*Try it*
How many of the lines in the data contain "math"? Give only the number.

[Dataset entries]
--------

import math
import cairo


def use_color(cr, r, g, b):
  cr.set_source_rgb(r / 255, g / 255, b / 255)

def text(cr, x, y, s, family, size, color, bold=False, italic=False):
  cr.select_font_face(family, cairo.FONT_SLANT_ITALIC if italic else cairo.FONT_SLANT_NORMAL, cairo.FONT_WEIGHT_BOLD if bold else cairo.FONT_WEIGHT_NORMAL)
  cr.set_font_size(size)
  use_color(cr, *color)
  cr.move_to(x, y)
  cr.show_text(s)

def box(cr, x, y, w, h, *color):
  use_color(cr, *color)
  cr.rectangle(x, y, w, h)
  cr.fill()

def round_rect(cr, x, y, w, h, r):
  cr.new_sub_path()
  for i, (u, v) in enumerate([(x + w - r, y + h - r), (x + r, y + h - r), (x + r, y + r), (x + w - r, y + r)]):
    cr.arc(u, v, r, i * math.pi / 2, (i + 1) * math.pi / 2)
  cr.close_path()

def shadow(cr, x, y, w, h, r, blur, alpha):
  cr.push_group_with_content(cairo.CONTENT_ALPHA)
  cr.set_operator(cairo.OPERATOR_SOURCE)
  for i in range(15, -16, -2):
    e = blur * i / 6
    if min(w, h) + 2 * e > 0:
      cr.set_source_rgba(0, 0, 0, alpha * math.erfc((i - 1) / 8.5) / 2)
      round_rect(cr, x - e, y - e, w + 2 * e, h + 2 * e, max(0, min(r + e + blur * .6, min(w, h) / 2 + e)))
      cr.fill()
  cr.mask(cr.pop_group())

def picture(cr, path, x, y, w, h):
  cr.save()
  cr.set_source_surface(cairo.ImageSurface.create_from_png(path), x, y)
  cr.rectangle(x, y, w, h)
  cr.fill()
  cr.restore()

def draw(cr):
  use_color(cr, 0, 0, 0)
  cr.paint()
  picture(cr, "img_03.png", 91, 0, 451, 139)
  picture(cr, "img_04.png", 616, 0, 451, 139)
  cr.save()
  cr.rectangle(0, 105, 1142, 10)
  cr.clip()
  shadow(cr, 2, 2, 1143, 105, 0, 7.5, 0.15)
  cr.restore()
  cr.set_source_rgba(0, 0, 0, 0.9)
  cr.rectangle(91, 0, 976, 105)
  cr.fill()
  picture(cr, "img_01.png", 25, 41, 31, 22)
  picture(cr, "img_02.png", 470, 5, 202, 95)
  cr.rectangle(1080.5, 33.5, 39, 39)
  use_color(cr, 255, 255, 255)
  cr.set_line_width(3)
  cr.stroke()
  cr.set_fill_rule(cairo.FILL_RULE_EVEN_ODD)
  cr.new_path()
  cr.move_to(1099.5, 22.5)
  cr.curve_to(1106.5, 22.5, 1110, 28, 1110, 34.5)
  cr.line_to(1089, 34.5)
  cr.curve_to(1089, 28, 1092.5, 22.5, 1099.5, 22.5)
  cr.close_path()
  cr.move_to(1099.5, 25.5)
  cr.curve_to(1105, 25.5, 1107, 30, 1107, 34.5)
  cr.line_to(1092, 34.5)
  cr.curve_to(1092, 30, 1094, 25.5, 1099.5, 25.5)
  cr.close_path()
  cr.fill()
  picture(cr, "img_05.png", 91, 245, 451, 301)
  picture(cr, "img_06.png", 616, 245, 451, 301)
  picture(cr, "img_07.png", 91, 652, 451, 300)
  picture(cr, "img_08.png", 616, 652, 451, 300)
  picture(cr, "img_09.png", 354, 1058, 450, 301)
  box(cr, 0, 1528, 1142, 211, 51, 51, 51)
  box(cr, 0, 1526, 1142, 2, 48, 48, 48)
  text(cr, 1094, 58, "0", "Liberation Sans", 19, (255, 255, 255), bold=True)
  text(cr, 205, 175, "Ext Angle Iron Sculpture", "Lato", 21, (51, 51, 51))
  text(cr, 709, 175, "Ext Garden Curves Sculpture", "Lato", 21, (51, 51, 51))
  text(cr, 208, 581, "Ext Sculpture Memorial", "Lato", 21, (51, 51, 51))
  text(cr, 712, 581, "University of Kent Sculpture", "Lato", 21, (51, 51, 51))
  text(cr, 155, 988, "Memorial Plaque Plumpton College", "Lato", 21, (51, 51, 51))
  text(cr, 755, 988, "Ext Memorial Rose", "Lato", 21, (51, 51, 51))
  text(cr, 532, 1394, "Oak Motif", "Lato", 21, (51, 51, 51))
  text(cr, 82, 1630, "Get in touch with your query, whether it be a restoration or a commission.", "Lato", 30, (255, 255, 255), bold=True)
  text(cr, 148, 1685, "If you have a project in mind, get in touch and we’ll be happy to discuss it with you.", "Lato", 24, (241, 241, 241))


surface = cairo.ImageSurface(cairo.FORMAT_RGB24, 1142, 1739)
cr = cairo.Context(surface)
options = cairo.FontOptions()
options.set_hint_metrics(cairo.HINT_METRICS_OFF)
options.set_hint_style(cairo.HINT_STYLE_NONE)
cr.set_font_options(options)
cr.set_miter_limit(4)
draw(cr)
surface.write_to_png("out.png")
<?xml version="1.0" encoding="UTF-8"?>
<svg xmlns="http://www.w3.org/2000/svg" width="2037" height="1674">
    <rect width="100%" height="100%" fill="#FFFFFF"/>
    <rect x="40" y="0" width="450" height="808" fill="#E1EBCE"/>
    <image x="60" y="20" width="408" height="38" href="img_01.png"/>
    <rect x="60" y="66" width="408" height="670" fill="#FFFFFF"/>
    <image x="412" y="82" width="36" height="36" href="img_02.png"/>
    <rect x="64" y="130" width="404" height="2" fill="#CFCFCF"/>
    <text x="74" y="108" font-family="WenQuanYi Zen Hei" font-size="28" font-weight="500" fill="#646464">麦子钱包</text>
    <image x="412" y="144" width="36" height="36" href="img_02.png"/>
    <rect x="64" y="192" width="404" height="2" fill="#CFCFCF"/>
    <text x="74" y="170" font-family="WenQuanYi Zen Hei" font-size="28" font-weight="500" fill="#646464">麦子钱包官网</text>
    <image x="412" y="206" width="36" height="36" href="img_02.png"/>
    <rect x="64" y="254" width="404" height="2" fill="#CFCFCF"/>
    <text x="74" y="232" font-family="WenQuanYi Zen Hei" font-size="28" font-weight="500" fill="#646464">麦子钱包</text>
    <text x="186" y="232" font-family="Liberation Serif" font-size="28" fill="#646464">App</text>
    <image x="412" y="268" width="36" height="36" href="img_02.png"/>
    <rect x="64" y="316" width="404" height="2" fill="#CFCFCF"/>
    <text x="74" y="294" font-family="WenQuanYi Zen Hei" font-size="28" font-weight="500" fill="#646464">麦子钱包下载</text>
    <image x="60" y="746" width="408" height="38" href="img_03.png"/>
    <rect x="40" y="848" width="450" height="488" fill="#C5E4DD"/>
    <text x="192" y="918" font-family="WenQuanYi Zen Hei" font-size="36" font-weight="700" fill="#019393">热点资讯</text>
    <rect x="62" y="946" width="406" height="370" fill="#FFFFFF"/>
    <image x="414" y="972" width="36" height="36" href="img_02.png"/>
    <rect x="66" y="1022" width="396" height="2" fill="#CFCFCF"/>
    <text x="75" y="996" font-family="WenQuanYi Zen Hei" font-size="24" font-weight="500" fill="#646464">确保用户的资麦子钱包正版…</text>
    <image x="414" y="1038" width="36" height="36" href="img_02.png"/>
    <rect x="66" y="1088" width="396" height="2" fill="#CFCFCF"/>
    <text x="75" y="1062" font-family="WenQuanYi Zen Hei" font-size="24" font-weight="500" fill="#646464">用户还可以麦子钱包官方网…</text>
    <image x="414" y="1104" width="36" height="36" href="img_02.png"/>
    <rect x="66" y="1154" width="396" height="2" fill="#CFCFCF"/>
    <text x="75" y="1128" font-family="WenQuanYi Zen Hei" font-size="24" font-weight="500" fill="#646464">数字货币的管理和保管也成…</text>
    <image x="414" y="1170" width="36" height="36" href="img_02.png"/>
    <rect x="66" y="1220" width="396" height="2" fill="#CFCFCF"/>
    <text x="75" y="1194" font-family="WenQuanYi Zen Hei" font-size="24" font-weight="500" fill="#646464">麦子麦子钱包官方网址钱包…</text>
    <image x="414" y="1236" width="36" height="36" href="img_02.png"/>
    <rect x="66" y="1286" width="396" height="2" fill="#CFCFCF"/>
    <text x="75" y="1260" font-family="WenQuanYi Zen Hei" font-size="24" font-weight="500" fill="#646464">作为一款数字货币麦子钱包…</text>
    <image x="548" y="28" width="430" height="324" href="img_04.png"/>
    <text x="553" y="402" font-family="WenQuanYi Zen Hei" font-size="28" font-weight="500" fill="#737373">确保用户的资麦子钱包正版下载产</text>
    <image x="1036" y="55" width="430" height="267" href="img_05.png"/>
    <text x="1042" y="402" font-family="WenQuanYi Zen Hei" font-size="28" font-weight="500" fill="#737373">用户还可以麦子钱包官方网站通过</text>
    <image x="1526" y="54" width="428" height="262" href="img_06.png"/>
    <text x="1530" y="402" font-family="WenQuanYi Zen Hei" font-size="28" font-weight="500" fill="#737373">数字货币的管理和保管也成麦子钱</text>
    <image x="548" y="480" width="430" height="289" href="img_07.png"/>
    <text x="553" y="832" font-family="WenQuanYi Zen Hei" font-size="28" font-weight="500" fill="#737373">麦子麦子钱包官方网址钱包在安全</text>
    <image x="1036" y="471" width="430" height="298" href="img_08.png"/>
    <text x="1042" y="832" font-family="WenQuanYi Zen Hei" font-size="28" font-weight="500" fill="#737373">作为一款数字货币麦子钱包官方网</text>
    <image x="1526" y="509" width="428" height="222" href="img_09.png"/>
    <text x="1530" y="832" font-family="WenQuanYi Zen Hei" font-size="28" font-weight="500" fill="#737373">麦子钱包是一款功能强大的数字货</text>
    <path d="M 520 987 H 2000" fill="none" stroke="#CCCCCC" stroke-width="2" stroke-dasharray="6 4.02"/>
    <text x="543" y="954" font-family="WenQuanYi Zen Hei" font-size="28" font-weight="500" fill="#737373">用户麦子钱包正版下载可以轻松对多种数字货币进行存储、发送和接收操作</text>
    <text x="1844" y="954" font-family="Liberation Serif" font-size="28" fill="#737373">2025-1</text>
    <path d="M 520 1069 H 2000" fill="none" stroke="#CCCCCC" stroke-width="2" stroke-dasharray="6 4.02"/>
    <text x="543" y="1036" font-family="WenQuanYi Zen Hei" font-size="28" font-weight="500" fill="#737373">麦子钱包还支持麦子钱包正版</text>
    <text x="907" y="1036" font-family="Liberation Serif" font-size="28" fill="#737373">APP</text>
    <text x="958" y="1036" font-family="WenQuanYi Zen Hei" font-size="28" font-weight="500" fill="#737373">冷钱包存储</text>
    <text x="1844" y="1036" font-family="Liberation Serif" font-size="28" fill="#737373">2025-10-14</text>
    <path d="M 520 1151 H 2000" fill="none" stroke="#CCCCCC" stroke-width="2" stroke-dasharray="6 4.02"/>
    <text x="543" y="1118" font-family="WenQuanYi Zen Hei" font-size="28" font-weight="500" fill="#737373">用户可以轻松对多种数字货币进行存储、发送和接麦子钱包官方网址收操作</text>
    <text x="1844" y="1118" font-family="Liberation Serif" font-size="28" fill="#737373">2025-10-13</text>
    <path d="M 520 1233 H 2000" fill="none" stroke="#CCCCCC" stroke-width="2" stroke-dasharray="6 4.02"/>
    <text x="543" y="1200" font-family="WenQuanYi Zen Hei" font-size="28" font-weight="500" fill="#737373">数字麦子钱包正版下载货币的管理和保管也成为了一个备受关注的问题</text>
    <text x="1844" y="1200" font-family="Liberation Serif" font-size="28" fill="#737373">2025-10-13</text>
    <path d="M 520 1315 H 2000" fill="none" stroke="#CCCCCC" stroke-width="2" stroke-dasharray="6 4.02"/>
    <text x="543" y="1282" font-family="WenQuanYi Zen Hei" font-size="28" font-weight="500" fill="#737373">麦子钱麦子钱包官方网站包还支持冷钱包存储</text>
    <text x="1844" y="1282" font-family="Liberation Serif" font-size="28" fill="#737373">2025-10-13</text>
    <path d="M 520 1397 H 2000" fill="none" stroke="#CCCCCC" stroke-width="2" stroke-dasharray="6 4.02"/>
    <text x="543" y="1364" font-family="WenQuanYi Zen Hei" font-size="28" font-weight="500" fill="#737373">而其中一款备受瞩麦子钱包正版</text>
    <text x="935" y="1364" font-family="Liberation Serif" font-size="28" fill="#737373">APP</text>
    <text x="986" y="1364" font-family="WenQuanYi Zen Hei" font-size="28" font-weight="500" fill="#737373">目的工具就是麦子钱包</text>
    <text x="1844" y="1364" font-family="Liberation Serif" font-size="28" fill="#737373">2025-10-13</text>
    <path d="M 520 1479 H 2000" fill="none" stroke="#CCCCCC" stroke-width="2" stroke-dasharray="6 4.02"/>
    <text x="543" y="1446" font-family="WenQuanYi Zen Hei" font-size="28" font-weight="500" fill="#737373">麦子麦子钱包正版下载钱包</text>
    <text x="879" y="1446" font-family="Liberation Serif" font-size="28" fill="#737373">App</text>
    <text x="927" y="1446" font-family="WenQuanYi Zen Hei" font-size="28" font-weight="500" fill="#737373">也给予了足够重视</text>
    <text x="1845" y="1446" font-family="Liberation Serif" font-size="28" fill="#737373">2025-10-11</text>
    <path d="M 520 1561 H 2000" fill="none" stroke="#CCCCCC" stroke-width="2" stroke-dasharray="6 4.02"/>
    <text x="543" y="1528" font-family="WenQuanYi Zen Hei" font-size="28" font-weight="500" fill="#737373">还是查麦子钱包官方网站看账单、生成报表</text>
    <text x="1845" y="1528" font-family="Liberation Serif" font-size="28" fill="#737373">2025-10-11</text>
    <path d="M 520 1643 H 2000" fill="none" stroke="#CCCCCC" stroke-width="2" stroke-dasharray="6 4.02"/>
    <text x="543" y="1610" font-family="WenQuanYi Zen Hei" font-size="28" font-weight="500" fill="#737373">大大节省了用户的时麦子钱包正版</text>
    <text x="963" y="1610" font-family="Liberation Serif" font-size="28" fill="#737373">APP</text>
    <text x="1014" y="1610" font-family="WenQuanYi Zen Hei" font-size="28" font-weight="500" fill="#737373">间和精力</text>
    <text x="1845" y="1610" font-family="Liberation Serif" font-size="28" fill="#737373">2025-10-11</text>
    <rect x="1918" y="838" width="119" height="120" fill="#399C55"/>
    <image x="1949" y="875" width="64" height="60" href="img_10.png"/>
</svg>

--------

*Written solution*
3